Moe, Peter Wayne. “Inhabiting Ordinary Sentences.” Composition Studies 46.2 (2018): 79-95. Web. 14 Mar. 2019.
Peter Wayne Moe investigates the rhetorical work of “ordinary sentences” like those in his “collection” from first-year writing students (81). He shares with Jennifor Sinor a definition of “ordinary writing as a text that is not literary, is not noticed, and one that should have been discarded but that instead somehow remains” (qtd. in Moe 92n4). Student writing, Moe contends, meets this definition (92).
Moe builds his argument around the concept of writing as an act of “inhabitation.” He notes that this concept is embedded in “elocution,” the Latin roots of which mean “out of” a “place” (80). Similarly, the Latin sources of “composition” are “to place” and “together” (81). He draws on a number of writers, including both scholars and fiction writers, to demonstrate that the possibility that a writer can “inhabit” his or her prose is widely accepted (79-81). In this view, “location” moves “beyond physical places to include the rhetorical situation, the ways language locates a writer in relation to other people, other ideas, other discourses” (81).

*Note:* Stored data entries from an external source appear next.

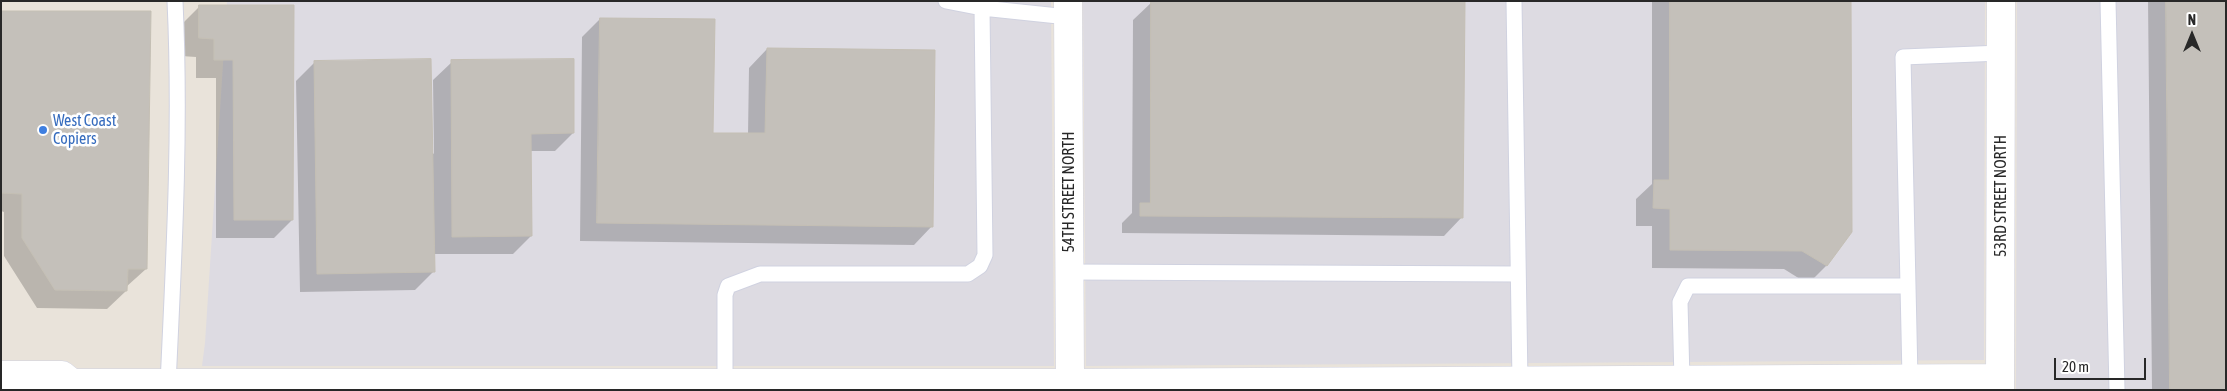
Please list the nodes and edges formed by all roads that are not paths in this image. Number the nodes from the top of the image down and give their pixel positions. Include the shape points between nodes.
1 (175, 1) edge
2 (946, 1) edge
3 (1514, 1) edge
4 (2001, 1) edge
5 (2108, 1) edge
6 (982, 8) junction
7 (1068, 9) edge
8 (2001, 53) junction
9 (1070, 272) junction
10 (1518, 274) junction
11 (1907, 286) junction
12 (1, 375) edge
13 (1910, 378) junction
14 (1682, 380) junction
15 (168, 384) junction
16 (724, 384) junction
17 (1070, 384) junction
18 (1529, 384) edge
19 (1806, 384) edge
20 (2000, 384) edge
21 (63, 386) edge
22 (1256, 386) edge
23 (1307, 386) edge
24 (126, 387) edge
25 (563, 387) edge
26 (767, 387) edge
27 (957, 387) edge
28 (1042, 387) edge
29 (2117, 390) edge

1 - 15 lane via 177,121
2 - 6 lane
3 - 10 lane
4 - 8 street, 53RD STREET NORTH
5 - 29 lane
6 - 7 lane
6 - 16 lane via 985,255 980,266 968,274 760,274 728,286 724,296
7 - 9 street, 54TH STREET NORTH
8 - 11 lane via 1903,57
8 - 20 street, 53RD STREET NORTH
9 - 10 lane
9 - 17 street, 54TH STREET NORTH
10 - 18 lane
11 - 13 lane
11 - 14 lane via 1688,286 1680,302
12 - 21 street via 62,375
13 - 19 street
13 - 20 street
14 - 18 street
14 - 19 street
15 - 24 street
15 - 25 street
16 - 25 street
16 - 26 street
17 - 22 street
17 - 28 street
18 - 23 street
21 - 24 street
22 - 23 street
26 - 27 street
27 - 28 street

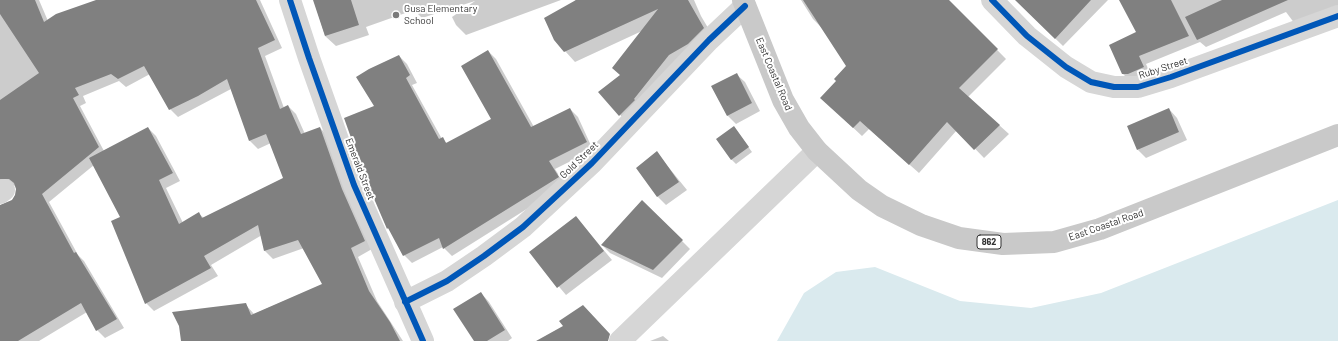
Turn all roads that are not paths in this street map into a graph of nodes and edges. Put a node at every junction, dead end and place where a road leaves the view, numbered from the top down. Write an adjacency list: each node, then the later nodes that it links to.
1 (290, 0): 7 (street, Emerald Street)
2 (992, 0): 4 (street, Ruby Street)
3 (744, 3): 6 (main road, East Coastal Road / 862); 7 (street, Gold Street)
4 (1338, 16)
5 (1338, 135): 6 (main road, East Coastal Road / 862)
6 (817, 151): 9 (street)
7 (405, 302): 8 (street, Emerald Street)
8 (423, 341)
9 (620, 341)

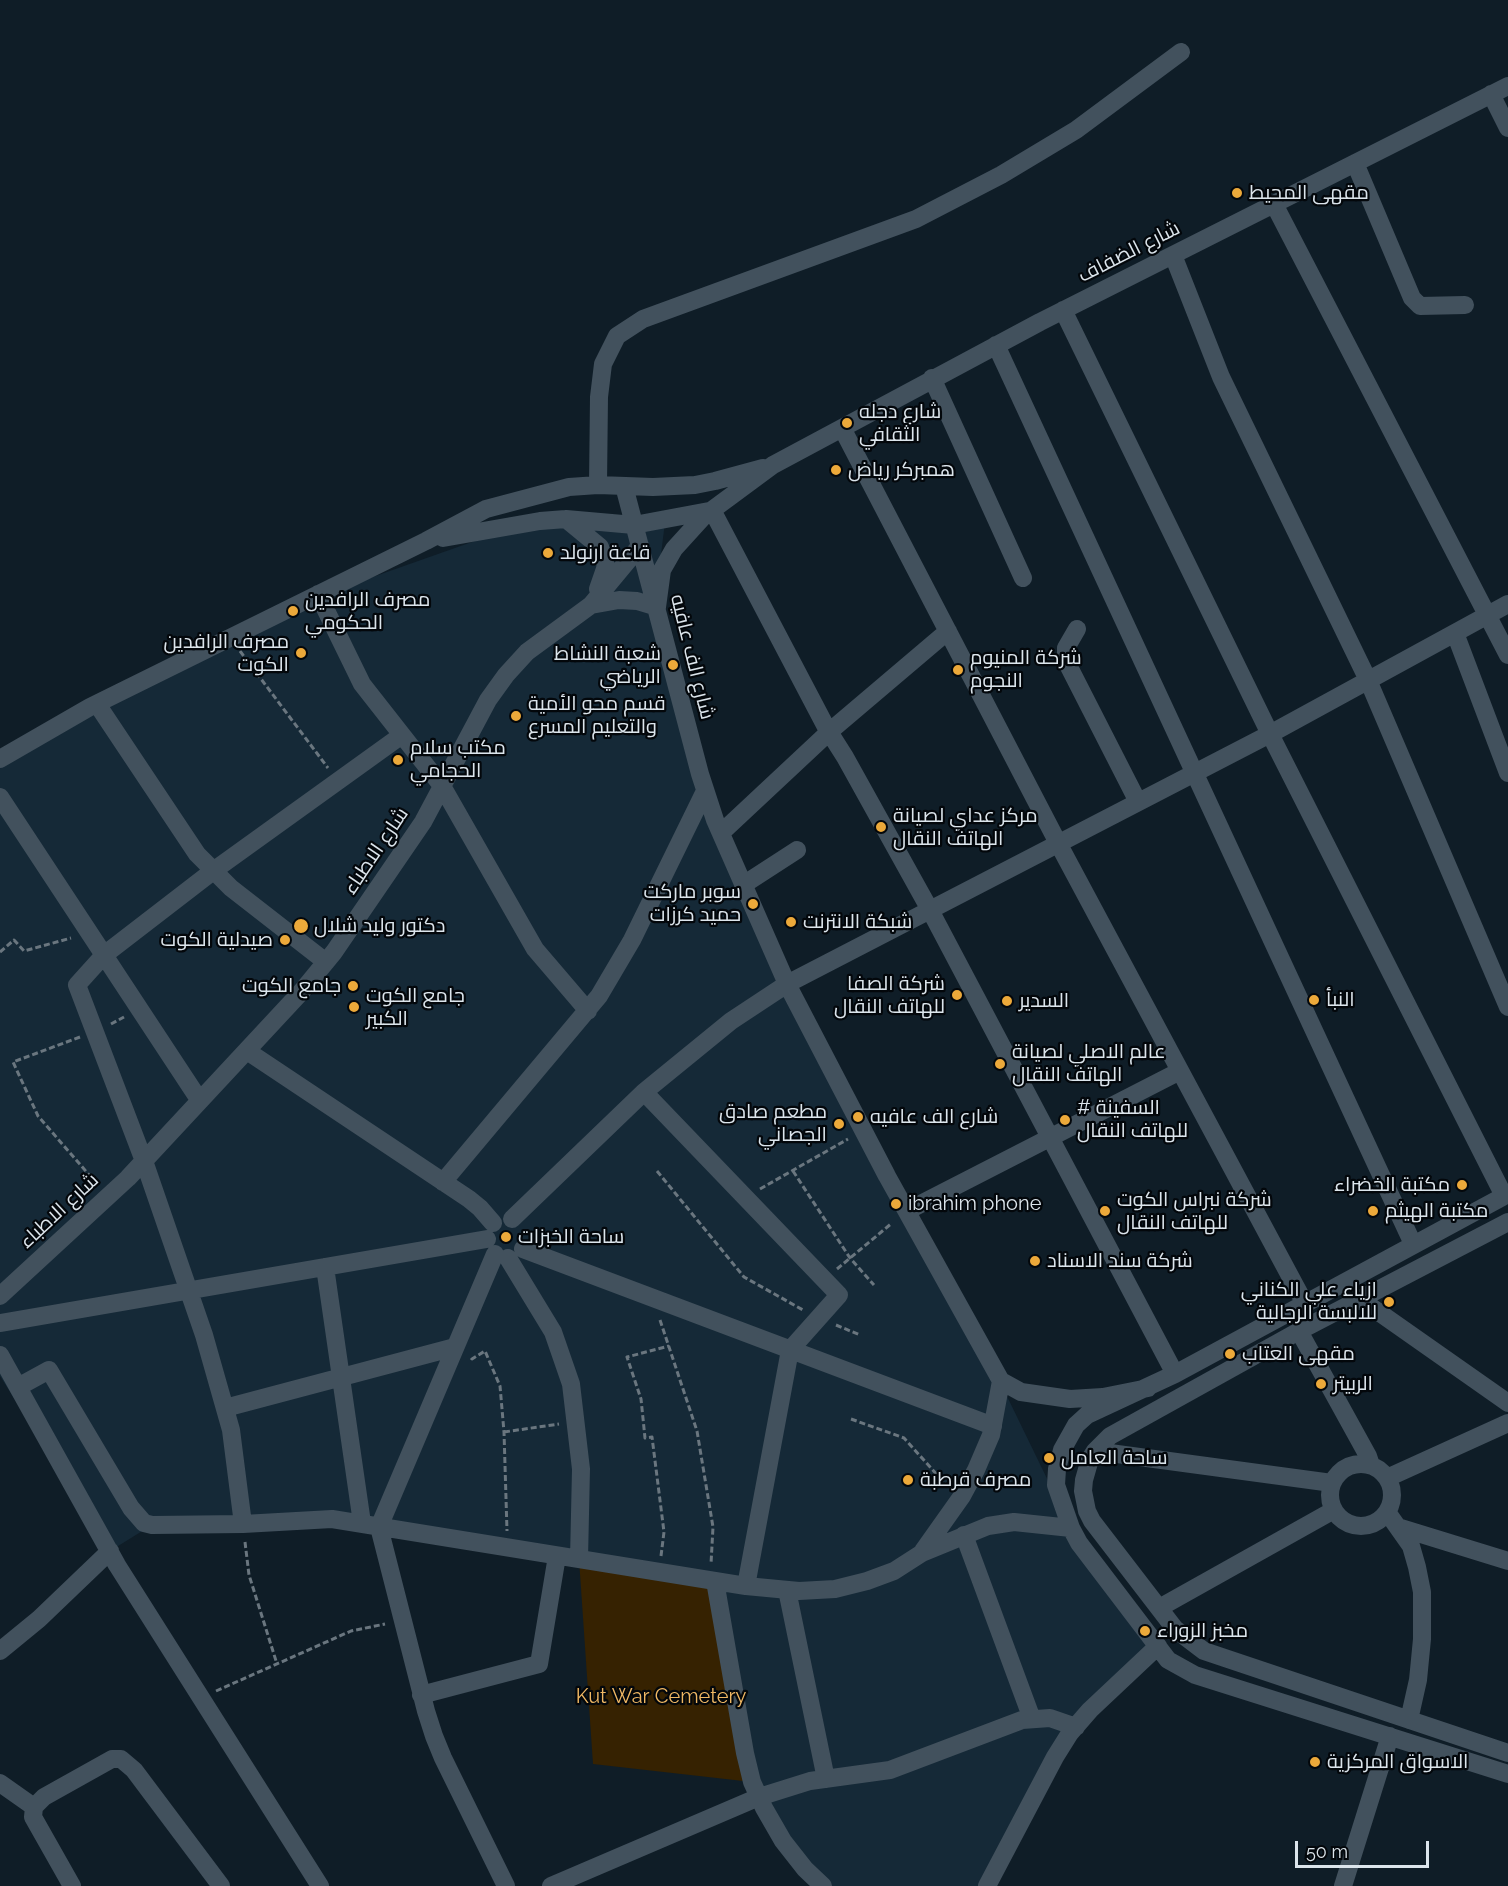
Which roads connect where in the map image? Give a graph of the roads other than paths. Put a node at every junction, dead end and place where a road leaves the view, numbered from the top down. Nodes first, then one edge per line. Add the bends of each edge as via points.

In this sense, Moe argues, ethos becomes a function of the nature of a writer’s location. He cites Kathleen Blake Yancey’s sense that who a writer is will be enabled and constrained by the people and circumstances around her, often in ways that are hard to recognize (80). Moreover, Moe evokes the participation of the reader, who also does the work of “locat[ing] the writer” based on interrelationships between a text and larger contexts that the writer may not control (82).
Moe cautions that his project of developing “a theory of the inhabited sentence” in this larger sense of “inhabitation” is not meant to provide models for imitation because the meaning of individual sentences emerges from the circumstances surrounding them, and therefore the work of any one sentence is “not reliably repeatable or transferrable from one piece of writing to another” (82). He also distinguishes his analysis from the moves of location via metatext highlighted by Gerald Graff and Cathy Birkenstein in They Say/I Say. In Moe’s approach, writers are seen to make communicative moves without “heavy-handed metatext” that can be “overbearing” or even “violent” (82). In contrast, Moe argues, sentences in his collection allow readers to construct connections in which they, along with the writers, inhabit meaning (82).

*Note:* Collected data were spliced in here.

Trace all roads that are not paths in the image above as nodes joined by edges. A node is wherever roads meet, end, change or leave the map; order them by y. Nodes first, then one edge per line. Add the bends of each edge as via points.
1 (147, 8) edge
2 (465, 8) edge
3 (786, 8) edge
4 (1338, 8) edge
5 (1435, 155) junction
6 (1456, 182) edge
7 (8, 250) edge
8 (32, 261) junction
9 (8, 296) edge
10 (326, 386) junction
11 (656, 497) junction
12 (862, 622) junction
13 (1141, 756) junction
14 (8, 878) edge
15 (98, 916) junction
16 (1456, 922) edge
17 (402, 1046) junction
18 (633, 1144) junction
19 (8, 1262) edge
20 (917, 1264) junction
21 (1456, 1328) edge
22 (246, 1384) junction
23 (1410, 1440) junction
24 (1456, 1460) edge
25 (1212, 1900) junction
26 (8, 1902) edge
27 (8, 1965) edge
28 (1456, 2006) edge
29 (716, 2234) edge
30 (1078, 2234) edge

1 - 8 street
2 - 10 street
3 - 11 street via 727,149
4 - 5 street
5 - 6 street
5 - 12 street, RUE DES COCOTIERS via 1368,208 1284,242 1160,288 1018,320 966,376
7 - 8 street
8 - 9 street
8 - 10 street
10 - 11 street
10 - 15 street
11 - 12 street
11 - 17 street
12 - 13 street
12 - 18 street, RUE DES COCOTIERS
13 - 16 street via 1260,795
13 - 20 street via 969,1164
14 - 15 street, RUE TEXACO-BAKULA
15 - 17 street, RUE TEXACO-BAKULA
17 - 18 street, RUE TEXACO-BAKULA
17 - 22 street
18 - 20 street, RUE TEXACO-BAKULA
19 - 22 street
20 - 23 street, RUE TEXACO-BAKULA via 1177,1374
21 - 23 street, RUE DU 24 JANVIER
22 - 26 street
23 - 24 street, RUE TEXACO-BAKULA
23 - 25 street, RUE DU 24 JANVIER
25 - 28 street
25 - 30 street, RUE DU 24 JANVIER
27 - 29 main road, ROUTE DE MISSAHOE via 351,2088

Finally, Moe argues for the value of studying ordinary sentences like those students produce, in contrast to the practice in many textbooks of “[p]lucking ideal sentences by masters,” a practice that Moe maintains delivers the message that ordinary writing, especially that by students, is not “real” writing (83). In addition, in Moe’s view, making extraordinary sentences the basis for writing instruction neglects the need for students and writers to see how their choices in “worker sentences” serve to establish their relationships with others and with issues (91). Students who struggle to note counterarguments or cite sources, he contends, are actually grappling with the problem of locating themselves in and alongside texts (91).
Moe’s collection addresses moves that he feels are both mundane, performed by all writers at some point, and yet important. As one example among eight, he contends that the choice of whether “I” or another writer discussed in the text is chosen as the subject of sentences can map a writer’s changing location with regard to that other writer (84). In another example, he argues that a parenthetical aside “allows the student to speak back to herself, to question what she’s already said” (87). In yet another case, he shows how removing the locative adverbial components leaves a sentence “decontextualized, devoid of urgency, devoid of relevance, devoid of exigency” (88).
For Moe, acknowledging the “rhetorical density of ordinary sentences,” especially through the lens of inhabitation, underscores the degree to which any sentence occupies space, “among other sentences, other clauses, other phrases” (91). This understanding, he argues, is “more important than being able to identify President Lincoln’s use of epistrophe in ‘of the people, by the people, for the people’” (92). Helping students see how their easily overlooked choices locate them among others, in this view, should be the primary academic task (91).